I personally would be careful with Oil as its sorta a deflation/inflation bet and could go either way whereas things like rice should perform quite well in both deflation and inflationary environments.


----------



## TulipFX (29 December 2010)

Hi Valuesnatcher,

Try Commodity Warrants Australia. They might provide what you are after.

http://www.cwa.net.au/index.php?option=com_content&view=article&id=47&Itemid=123

That is their commodity warrant page.

Although I know of people who have used them, I personally have not. As always do you homework.


----------



## GumbyLearner (31 December 2010)

VSntchr said:


> Hey all,
> Im relatively new to this forum so I hope this is the right section to make this thread.
> 
> I'm interested in gaining exposure to a few commodities (oil, tin, rice to name a few).
> ...




I hold a little in this Agriculture Index. For a straight forward basket approach.

http://finance.yahoo.com/echarts?s=...=on;ohlcvalues=0;logscale=on;source=undefined

There are plenty of Ag ETF's, Indexes, ETNs etc.. out there.

However, *DYOR*.

*This is not investment advice* and I suggest you read a heck of a lot before getting any commodity exposure into your portfolio.


----------



## DB008 (2 January 2011)

TulipFX said:


> Hi Valuesnatcher,
> 
> Try Commodity Warrants Australia. They might provide what you are after.
> 
> ...




I personally wouldn't go anywhere near CWA. I have used them before and they put a massive premium on their products. Your better off learning about the commodities you want to trade on and then use IB and trade direct (through an account of your own). Save some $$$ and make more $$$ for yourself.


----------



## qe2infinity (5 January 2011)

noticed you haven't mentioned gold or silver in your "to name a few" section...
bullion is one of the safest ways to gain exposure to precious metals commodity group, with recent corrections in gold and silver overnight, not a bad time to get in~!

have a look at the trend in gold/silver prices and especially the gold silver ratio falling from 65 to 46 the last year and a bit...

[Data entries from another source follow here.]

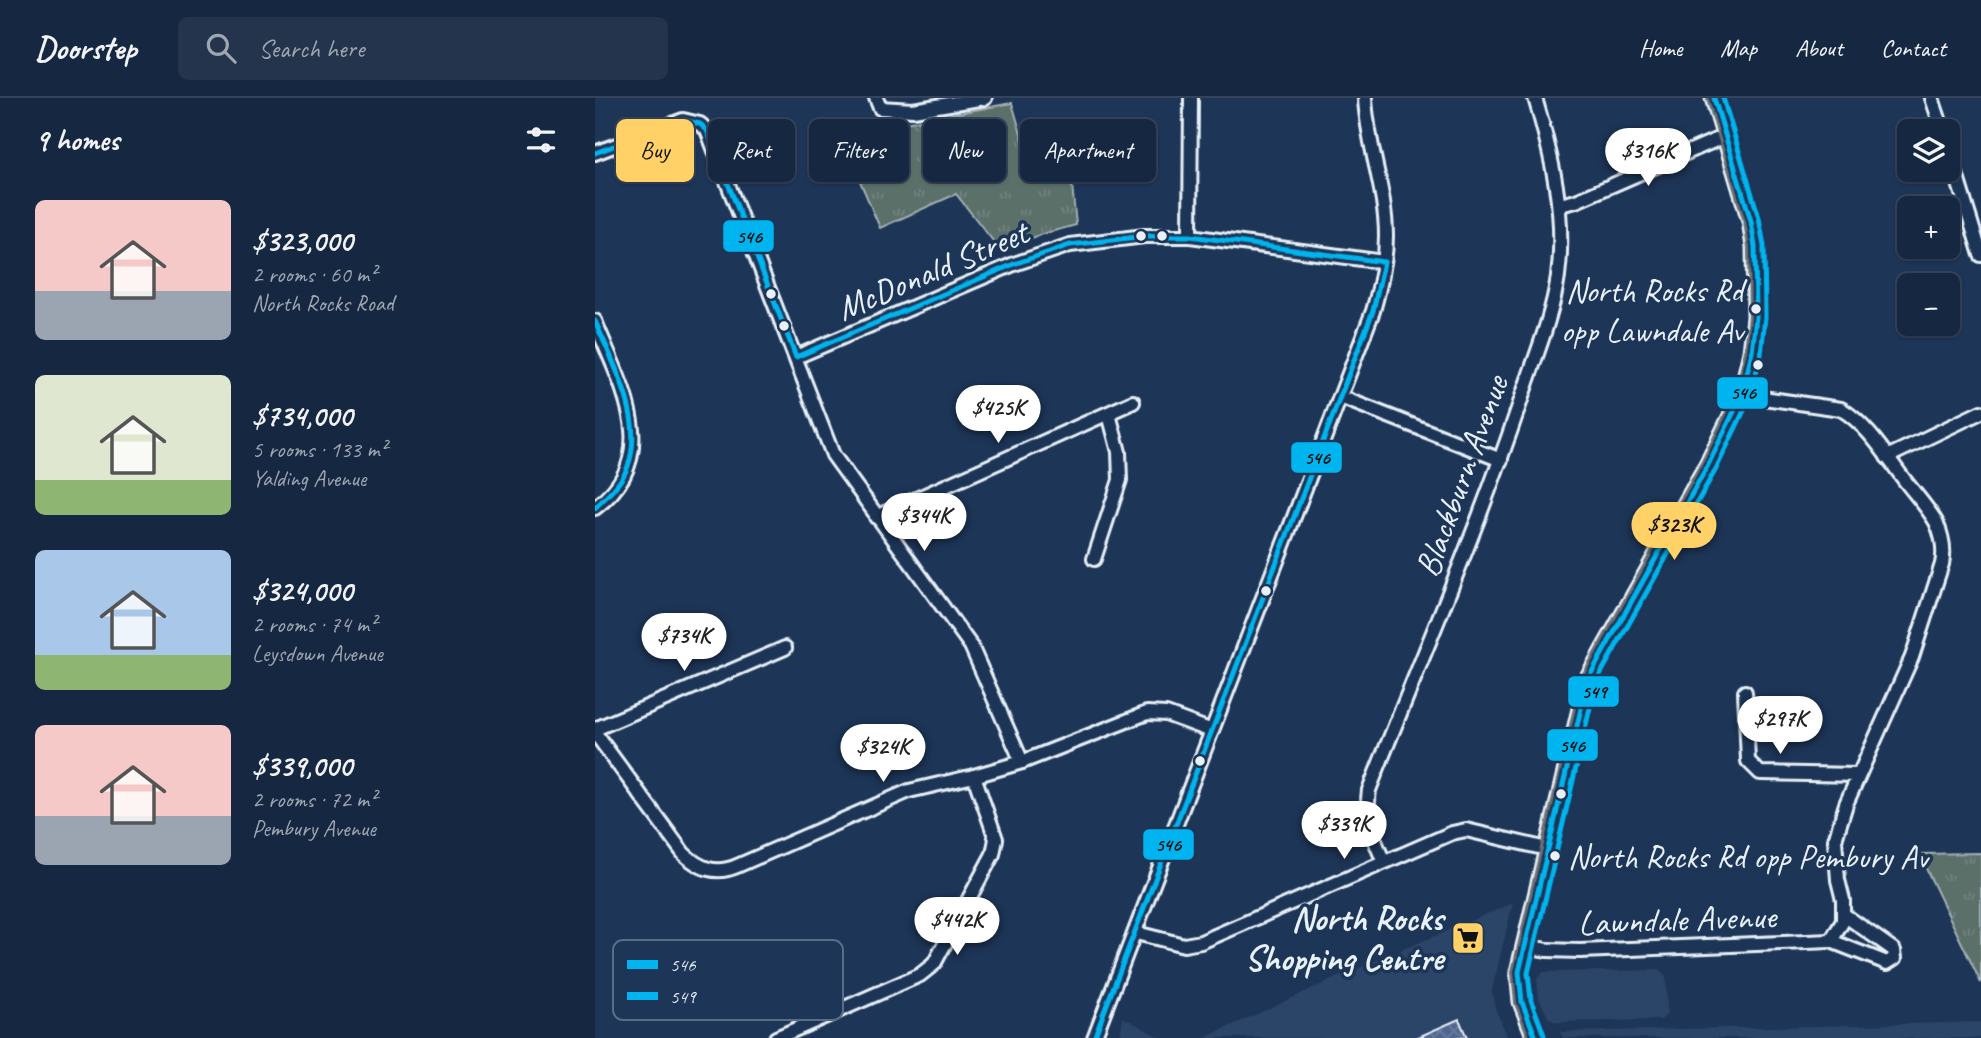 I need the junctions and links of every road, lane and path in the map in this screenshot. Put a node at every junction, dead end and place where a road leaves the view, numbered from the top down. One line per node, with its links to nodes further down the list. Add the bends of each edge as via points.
1 (876, 98): 2 (street, via 880,108 913,110)
2 (985, 98)
3 (1191, 98): 13 (street)
4 (1365, 98): 15 (street, via 1367,135 1383,209)
5 (1535, 98): 12 (street, Blackburn Avenue)
6 (1713, 98): 9 (main road)
7 (1932, 98): 8 (street)
8 (1939, 119)
9 (1725, 136): 12 (street); 18 (main road, via 1755,247 1756,317)
10 (595, 153): 17 (street, via 683,120 707,130)
11 (1958, 182): 14 (street)
12 (1560, 205): 24 (street, Blackburn Avenue, via 1553,304)
13 (1190, 236): 15 (street, McDonald Street); 17 (street, McDonald Street, via 1145,236 1056,249)
14 (1981, 255)
15 (1384, 262): 19 (street, via 1373,311)
16 (595, 321): 25 (street, via 627,403 633,434 633,454 622,482)
17 (796, 357): 26 (street, via 833,454)
18 (1742, 395): 23 (street, via 1841,409); 35 (main road, via 1588,679)
19 (1341, 397): 24 (street); 31 (street)
20 (1133, 402): 22 (street)
21 (1981, 412): 23 (street)
22 (1109, 414): 26 (street); 27 (street, via 1119,452 1120,481)
23 (1887, 457): 33 (street, via 1935,521 1944,558 1912,657)
24 (1501, 460): 36 (street, Blackburn Avenue, via 1369,790 1369,826)
25 (595, 508)
26 (876, 517): 32 (street, via 971,646)
27 (1094, 559)
28 (785, 648): 30 (street)
29 (1745, 692): 33 (street, via 1748,761 1760,773)
30 (595, 731): 37 (street, via 684,854)
31 (1212, 731): 32 (street, via 1166,714 1147,713); 40 (street)
32 (1022, 762): 34 (street)
33 (1859, 775): 39 (street, via 1835,840)
34 (974, 776): 37 (street, via 908,791 728,870); 43 (street, via 996,839 993,854 934,964 920,975)
35 (1547, 849): 36 (street, via 1467,830); 42 (main road)
36 (1384, 862): 40 (street, via 1201,942 1184,945)
37 (711, 870): 38 (street)
38 (708, 885)
39 (1843, 914): 41 (street); 41 (street, Lawndale Avenue, via 1894,950 1895,958 1887,963)
40 (1136, 933): 46 (street)
41 (1831, 941): 42 (street, Lawndale Avenue, via 1580,951)
42 (1525, 946): 47 (main road, via 1520,986)
43 (843, 1009)
44 (817, 1020): 45 (street)
45 (776, 1038)
46 (1094, 1038)
47 (1536, 1038)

disclaimer: please DYOR before investing in bullion.


----------



## VSntchr (13 January 2011)

qe2infinity said:


> noticed you haven't mentioned gold or silver in your "to name a few" section...
> bullion is one of the safest ways to gain exposure to precious metals commodity group, with recent corrections in gold and silver overnight, not a bad time to get in~!
> 
> have a look at the trend in gold/silver prices and especially the gold silver ratio falling from 65 to 46 the last year and a bit...
> ...




Point of the thread was moreso related to the best method of obtaining exposure to commodities (long term - value type investing), rather than which to be exposed to.


----------



## GumbyLearner (11 February 2011)

Hi all. I found this CNBC interview with Jim Rogers on youtube . Must be all Jim  doing thetrading/speculating?  Jim in the hot seat and not the bankers! 




How's RJA looking at the moment. Who thinks it's time to go short? 

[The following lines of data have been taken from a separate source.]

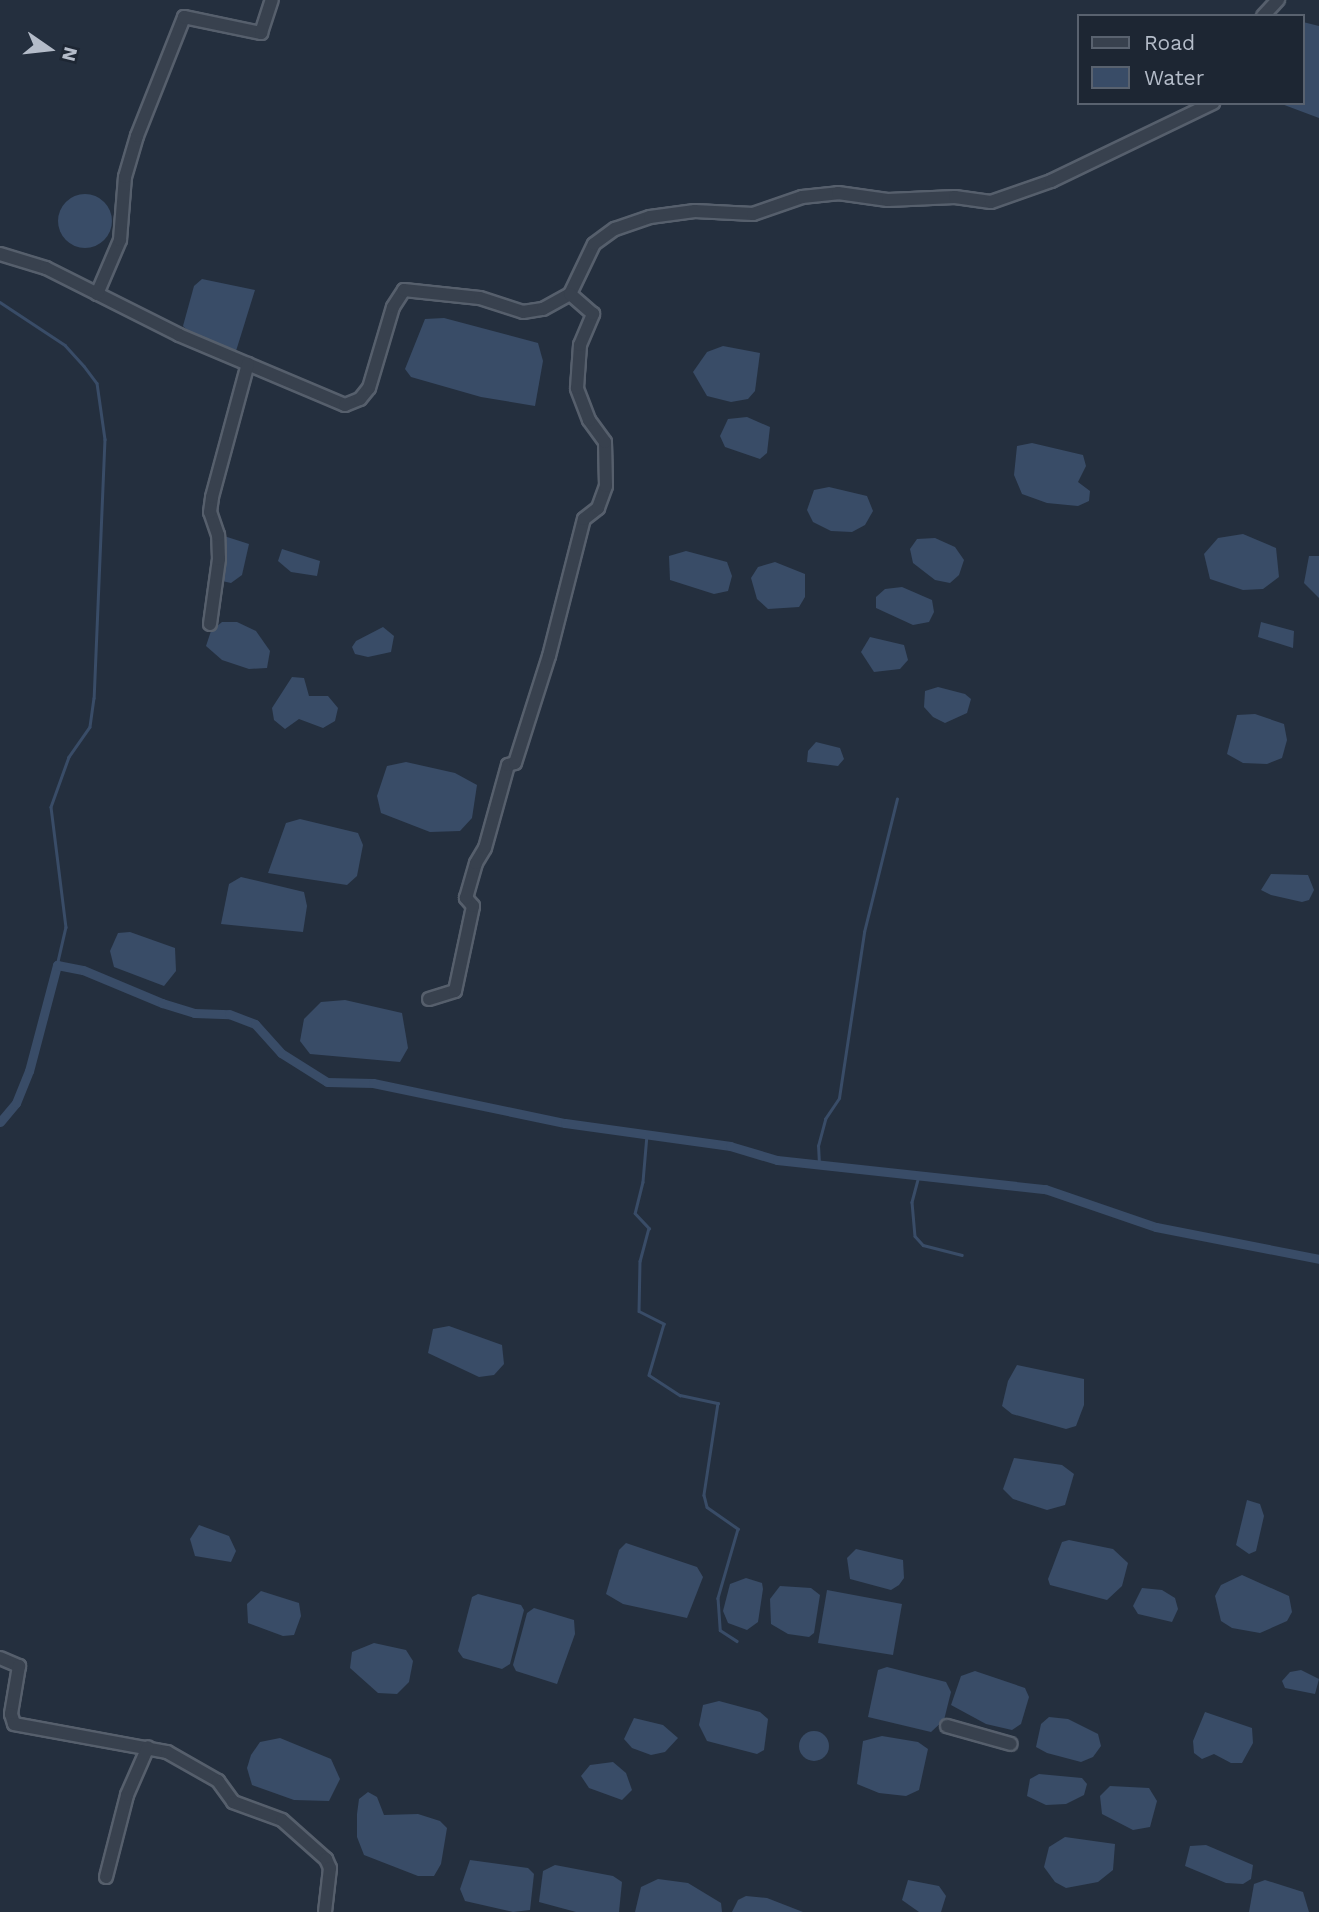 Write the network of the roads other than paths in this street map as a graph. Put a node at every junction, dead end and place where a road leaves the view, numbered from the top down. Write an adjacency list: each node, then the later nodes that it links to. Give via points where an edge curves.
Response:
1 (272, 0): 7 (street, via 261,33 184,17 137,136 125,177 120,240)
2 (1278, 0): 3 (street)
3 (1265, 14)
4 (1209, 105): 6 (street, via 1051,181 991,202 955,197 888,200 838,193 802,197 753,214 695,211 650,217 615,229 594,244)
5 (0, 254): 7 (street, via 46,268)
6 (570, 294): 8 (street, via 543,309 523,312 480,298 404,290 393,307 369,388 352,404 336,403); 10 (street, via 593,314 580,345 577,388 589,420 605,442 606,485 598,508 584,519 549,656 476,863 467,898 474,906 455,991)
7 (97, 295): 8 (street)
8 (248, 364): 9 (street, via 212,497 219,559)
9 (210, 624)
10 (429, 999)
11 (0, 1658): 14 (street, via 19,1666 11,1714 14,1724)
12 (947, 1726): 13 (street)
13 (1011, 1744)
14 (148, 1747): 15 (street, via 127,1795); 16 (street, via 196,1766 218,1781 233,1802 282,1820 326,1859 330,1868)
15 (106, 1877)
16 (325, 1912)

http://finance.yahoo.com/echarts?s=...n;oh  lcvalues=0;logscale=on;source=undefined


----------



## tothemax6 (11 February 2011)

VSntchr said:


> Point of the thread was moreso related to the best method of obtaining exposure to commodities (long term - value type investing), rather than which to be exposed to.

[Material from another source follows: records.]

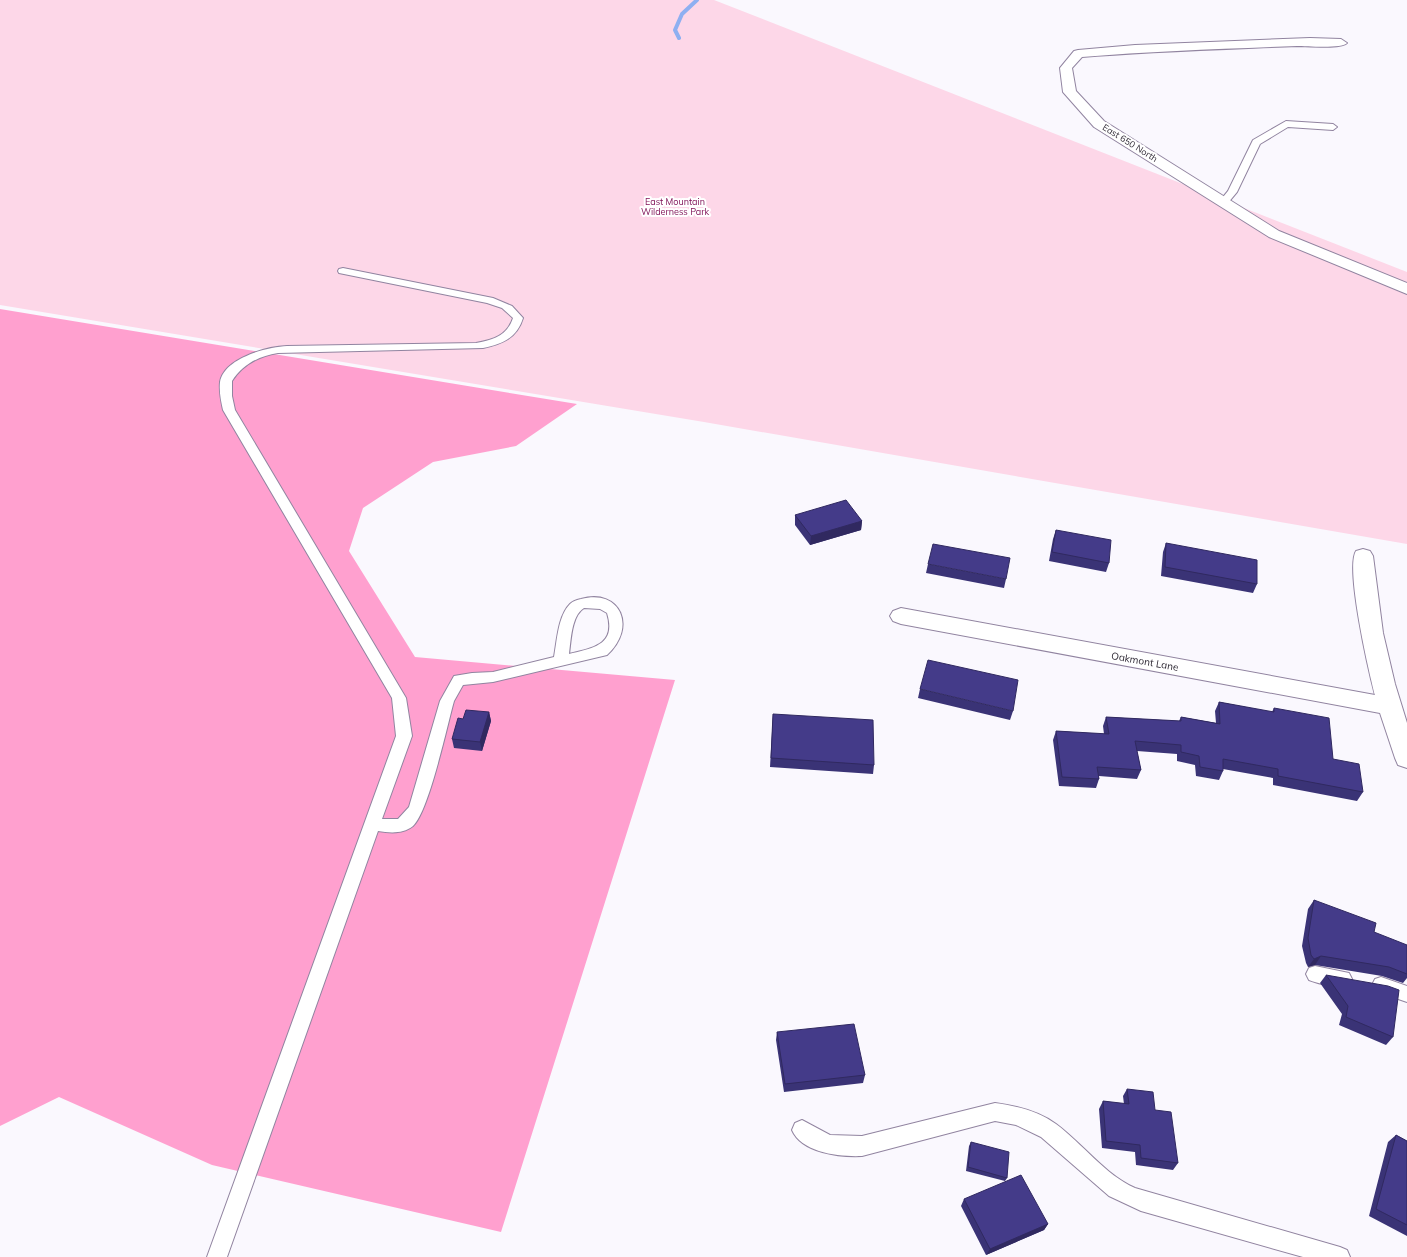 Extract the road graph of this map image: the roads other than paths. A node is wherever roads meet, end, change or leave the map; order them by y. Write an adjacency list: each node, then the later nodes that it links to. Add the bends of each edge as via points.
1 (1341, 43): 3 (street, East 650 North, via 1135,49 1078,54 1066,68 1070,92 1099,124)
2 (1333, 127): 3 (lane, via 1286,124 1256,142 1232,192)
3 (1224, 202): 5 (street, East 650 North, via 1284,239)
4 (344, 271): 11 (lane, via 489,300 505,305 513,310 518,318 517,325 503,339 476,346 267,351 240,364 226,381 229,410 399,698 404,736)
5 (1407, 289)
6 (1363, 556): 9 (street, via 1369,622)
7 (901, 616): 9 (street, Oakmont Lane)
8 (561, 660): 11 (lane, via 493,677 459,680 447,701 417,808 412,817 398,827)
9 (1389, 706): 10 (street)
10 (1407, 758)
11 (373, 824): 15 (lane)
12 (1315, 974): 13 (lane, via 1382,985)
13 (1407, 994)
14 (802, 1130): 16 (lane, via 825,1144 843,1147 862,1146 995,1112 1010,1113 1027,1118 1053,1133 1116,1190 1141,1201)
15 (217, 1257)
16 (1340, 1257)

I suppose you could always build a large shed, and fill it with non-perishable commodities .


----------



## DaggerDirk (19 February 2011)

*Re: Ways to gain exposure to commodities? Elite Traders*

"Exposure" is a brilliant description.

If you'd like to dispose of your wealth in the shortest possible time, try Elite Traders. It will only cost you around $6K for their invaluable advice ("general recommendation only") and they will organize your wealth to dissipate at the rate of > $50K p.a. (at least based upon their last six month's failure rate of >90%). It's owned and organized by a very glib hurry scurry merchant named Andrew (ex Pom broker) who rounds up the victims and the Futures and Commodities spiel is spelunked well by a radio voice who runs the "base-camp" seminars and twice weekly online webinars for its gullible members. He (STEVEN) has a great line of concluding his spruiking build-ups by saying: "well that's a trade that I'll be in then". "It's a great story and it's backed by the fundamentals." "I'll get "THE BOYS" (HIS FUTURES AND Commodities team at Elite) to organize that for you" (his gullible audience). And so you're off into sugar, corn, live cattle, soy, wheat, oil, gold, cotton, CFD's, euro-bonds, Fx etc etc. The trade recommendations come at you by SMS and email at the rate of 3 to 5 a week..... and they fail at about the same rate.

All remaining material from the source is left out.